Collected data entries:
- - - - - - -
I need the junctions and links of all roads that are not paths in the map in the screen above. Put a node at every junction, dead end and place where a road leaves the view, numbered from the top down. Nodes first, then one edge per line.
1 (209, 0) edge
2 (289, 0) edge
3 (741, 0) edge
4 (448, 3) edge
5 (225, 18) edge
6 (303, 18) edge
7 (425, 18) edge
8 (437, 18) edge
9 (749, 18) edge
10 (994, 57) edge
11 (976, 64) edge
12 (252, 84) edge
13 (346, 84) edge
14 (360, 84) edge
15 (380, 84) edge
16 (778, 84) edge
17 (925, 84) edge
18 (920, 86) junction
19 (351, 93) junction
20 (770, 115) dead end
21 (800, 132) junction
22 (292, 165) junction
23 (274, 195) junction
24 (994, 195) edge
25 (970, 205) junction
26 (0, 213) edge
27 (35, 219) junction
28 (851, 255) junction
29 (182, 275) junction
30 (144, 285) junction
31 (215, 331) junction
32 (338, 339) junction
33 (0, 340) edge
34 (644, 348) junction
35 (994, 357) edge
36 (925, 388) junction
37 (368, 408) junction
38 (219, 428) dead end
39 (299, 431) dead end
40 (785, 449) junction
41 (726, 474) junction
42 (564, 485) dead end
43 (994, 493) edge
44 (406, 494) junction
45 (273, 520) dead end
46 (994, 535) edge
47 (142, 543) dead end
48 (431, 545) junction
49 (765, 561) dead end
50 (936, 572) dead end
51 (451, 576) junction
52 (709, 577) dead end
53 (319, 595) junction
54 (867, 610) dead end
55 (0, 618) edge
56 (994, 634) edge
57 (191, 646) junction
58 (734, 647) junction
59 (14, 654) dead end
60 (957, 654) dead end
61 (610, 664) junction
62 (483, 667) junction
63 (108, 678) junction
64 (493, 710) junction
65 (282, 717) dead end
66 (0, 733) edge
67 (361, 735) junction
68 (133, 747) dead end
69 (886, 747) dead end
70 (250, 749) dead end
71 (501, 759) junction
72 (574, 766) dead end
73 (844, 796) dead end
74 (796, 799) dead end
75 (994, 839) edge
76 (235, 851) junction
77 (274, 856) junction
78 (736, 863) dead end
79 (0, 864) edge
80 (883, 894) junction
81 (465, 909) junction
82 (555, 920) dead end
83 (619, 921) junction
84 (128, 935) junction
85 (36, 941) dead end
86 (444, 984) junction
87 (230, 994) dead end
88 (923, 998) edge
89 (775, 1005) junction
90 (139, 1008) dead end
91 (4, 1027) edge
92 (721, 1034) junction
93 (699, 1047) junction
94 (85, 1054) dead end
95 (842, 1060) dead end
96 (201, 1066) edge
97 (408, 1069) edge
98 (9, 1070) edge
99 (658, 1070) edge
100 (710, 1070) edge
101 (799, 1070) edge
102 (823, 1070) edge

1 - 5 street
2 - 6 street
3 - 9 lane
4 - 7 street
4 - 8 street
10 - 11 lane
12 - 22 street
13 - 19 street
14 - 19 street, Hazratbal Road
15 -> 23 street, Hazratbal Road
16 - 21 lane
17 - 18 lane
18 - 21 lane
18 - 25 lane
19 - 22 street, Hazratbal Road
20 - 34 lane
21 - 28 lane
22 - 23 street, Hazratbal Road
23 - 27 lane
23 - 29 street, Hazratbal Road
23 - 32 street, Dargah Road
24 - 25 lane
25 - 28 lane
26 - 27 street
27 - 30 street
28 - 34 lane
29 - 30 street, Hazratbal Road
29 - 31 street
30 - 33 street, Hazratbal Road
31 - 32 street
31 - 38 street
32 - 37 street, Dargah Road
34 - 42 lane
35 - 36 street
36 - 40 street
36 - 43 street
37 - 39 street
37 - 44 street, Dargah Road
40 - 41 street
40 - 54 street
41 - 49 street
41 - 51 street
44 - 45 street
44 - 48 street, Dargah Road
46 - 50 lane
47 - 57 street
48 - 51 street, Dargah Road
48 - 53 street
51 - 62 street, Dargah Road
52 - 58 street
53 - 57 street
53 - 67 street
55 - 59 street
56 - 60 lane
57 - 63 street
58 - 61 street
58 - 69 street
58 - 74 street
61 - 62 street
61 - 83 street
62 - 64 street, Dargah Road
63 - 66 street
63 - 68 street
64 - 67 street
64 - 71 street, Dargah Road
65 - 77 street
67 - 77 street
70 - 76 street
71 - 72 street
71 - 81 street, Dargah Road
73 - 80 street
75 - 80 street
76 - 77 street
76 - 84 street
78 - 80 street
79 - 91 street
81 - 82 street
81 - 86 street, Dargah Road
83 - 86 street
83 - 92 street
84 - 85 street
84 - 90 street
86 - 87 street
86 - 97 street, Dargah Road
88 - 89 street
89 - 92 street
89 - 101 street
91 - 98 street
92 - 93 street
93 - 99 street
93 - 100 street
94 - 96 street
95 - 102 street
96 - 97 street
- - - - - - -
Looking at the records above, state the number of lines where the word "Hazratbal" occurs, and write nothing beyond it.

7